The service organized by Prince William and Prince Harry climaxed a week of recalling Diana's life and re-fighting old battles, albeit in a far lower key than the emotional tidal wave that swept over Britain following her death 10 years ago.
In his eulogy, Harry said it was important "that we remember our mother as she would wish to be remembered, as she was: fun-loving, generous, down to earth and entirely genuine."
The service went off with typical royal dignity, following published criticism from one of Diana's friends that persuaded Prince Charles' second wife, Camilla, to abandon plans of attending. To the princess, her close friends and legions of Dianaphiles, Camilla was the other woman who destroyed the marriage.
Richard Chartres, the bishop of London, called for an end to the sniping.

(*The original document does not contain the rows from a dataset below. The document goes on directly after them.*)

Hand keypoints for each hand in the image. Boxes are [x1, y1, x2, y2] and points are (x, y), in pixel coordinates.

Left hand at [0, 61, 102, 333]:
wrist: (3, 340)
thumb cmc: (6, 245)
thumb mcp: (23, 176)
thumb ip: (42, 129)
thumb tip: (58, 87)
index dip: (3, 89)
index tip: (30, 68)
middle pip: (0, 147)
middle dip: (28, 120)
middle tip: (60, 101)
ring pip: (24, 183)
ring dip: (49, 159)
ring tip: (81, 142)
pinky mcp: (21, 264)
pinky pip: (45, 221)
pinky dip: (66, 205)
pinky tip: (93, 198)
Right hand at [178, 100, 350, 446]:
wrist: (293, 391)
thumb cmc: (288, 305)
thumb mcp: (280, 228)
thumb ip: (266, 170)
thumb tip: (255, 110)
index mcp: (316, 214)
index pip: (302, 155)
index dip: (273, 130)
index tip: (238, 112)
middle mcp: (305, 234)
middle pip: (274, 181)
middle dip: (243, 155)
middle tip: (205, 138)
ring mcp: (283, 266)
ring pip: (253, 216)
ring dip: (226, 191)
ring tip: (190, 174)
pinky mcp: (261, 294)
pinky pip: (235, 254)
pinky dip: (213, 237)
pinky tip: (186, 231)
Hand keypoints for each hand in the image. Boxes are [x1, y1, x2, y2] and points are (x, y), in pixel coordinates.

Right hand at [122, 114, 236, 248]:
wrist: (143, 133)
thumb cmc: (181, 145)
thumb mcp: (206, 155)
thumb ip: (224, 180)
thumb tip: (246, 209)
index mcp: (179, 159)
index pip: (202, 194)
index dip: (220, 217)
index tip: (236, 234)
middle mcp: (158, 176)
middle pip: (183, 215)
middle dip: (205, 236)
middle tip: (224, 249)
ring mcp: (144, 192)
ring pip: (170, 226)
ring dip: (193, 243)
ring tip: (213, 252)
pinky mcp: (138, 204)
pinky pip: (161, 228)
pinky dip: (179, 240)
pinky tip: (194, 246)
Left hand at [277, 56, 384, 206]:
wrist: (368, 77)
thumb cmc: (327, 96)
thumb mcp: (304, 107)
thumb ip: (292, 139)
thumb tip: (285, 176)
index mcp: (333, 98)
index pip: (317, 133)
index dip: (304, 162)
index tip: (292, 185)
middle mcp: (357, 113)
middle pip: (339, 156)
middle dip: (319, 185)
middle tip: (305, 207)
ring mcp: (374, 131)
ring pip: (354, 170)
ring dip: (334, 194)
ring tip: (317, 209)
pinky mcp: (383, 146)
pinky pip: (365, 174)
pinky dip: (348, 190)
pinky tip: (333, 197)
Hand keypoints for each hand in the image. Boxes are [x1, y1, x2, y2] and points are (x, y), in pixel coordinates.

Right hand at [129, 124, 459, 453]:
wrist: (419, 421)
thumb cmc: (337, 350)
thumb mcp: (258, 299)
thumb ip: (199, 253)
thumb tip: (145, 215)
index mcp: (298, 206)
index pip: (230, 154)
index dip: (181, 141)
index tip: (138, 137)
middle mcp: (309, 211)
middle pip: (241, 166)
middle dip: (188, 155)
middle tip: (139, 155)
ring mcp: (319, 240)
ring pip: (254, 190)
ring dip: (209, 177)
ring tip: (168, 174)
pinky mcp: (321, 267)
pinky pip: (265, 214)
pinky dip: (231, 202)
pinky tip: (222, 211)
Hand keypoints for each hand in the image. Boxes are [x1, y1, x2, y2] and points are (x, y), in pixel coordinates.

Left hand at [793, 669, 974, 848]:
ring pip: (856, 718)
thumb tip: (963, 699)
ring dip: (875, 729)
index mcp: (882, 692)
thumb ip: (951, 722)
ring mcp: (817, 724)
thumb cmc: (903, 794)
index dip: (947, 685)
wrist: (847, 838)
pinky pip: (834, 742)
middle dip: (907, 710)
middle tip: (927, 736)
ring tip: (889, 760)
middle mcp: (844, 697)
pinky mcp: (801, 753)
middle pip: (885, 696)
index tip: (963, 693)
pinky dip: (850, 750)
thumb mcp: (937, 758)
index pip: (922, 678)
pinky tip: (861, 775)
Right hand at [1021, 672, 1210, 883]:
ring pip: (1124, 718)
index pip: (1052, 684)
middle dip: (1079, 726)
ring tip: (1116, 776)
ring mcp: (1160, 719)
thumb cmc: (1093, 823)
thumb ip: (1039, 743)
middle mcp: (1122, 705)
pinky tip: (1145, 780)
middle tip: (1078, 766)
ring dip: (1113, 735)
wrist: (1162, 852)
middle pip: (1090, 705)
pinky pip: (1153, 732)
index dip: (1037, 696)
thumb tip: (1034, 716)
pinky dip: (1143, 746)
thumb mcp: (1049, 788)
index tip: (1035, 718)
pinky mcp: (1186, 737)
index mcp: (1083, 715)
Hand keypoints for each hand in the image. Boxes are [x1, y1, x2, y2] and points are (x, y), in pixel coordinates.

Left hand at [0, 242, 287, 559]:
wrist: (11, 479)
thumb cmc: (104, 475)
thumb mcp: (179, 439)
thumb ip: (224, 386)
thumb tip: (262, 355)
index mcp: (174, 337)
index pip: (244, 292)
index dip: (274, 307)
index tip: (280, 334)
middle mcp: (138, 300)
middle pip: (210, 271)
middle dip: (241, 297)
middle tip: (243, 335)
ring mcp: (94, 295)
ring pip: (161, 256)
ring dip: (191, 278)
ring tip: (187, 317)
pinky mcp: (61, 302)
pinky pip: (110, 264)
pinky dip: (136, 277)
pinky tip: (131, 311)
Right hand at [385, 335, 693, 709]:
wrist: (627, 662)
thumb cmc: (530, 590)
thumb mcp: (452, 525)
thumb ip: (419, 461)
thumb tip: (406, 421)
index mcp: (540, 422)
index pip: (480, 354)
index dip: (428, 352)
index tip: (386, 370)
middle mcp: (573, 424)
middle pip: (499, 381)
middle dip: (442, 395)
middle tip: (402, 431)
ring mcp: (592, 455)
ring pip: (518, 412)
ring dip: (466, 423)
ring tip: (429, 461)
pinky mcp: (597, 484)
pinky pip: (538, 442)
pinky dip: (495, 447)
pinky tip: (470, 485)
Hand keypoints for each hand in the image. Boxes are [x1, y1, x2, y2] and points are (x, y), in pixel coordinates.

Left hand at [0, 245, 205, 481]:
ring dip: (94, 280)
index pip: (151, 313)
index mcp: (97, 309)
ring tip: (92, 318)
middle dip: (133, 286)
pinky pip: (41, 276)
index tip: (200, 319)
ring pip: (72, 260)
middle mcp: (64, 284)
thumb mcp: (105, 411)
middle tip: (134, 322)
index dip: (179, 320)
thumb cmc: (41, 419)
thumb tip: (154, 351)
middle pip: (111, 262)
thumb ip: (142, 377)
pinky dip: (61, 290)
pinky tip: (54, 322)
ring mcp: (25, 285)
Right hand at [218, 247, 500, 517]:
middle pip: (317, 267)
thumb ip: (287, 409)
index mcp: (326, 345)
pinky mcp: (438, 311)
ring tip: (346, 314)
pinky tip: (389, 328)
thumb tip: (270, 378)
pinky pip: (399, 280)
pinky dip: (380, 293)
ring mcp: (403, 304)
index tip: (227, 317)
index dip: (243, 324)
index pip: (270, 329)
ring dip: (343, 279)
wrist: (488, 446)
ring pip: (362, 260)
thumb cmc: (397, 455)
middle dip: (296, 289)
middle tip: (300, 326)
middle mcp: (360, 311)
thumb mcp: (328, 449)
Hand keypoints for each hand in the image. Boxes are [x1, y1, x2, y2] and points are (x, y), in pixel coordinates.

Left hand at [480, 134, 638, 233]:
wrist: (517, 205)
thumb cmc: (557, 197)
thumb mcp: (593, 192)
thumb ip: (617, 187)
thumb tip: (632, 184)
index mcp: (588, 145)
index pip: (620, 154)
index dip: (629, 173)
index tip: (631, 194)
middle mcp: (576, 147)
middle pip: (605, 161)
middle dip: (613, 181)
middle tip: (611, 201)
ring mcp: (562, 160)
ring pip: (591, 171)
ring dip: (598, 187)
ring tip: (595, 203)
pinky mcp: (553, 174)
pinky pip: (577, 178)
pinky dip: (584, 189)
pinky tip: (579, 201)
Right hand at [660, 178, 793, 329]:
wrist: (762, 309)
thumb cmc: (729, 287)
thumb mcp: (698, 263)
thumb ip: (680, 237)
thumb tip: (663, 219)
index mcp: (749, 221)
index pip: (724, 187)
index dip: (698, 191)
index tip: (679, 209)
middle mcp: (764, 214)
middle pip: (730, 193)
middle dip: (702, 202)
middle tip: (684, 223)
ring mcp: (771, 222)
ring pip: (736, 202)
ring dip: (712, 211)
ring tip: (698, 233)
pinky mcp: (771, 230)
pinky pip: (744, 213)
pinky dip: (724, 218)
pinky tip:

"Still 10 years after her tragic death there are regular reports of 'fury' at this or that incident and the princess's memory is used for scoring points. Let it end here," Chartres said.
"Let this service mark the point at which we let her rest in peace and dwell on her memory with thanksgiving and compassion."
Diana's face still sells magazines and newspapers, and her story inspires an unending stream of books.
A formal inquest into her death opens later this year. Mohamed al Fayed, whose son died with Diana in the car crash in Paris, has deployed a high-paid legal team to argue his belief that the couple were the victims of an Establishment conspiracy led by the queen's husband, Prince Philip.
A poll commissioned by Channel 4 television found that 25 percent of the public believes Diana was murdered. The telephone poll of 1,016 adults conducted this week had a margin of error of plus or minus three percentage points.
Queen Elizabeth II and Prince Philip were among the 500 people in the chapel. Prince Edward, Charles' younger brother, and his sister, Princess Anne, also were there, as were Prime Minister Gordon Brown, former prime ministers John Major and Tony Blair, and representatives of 110 charities Diana supported.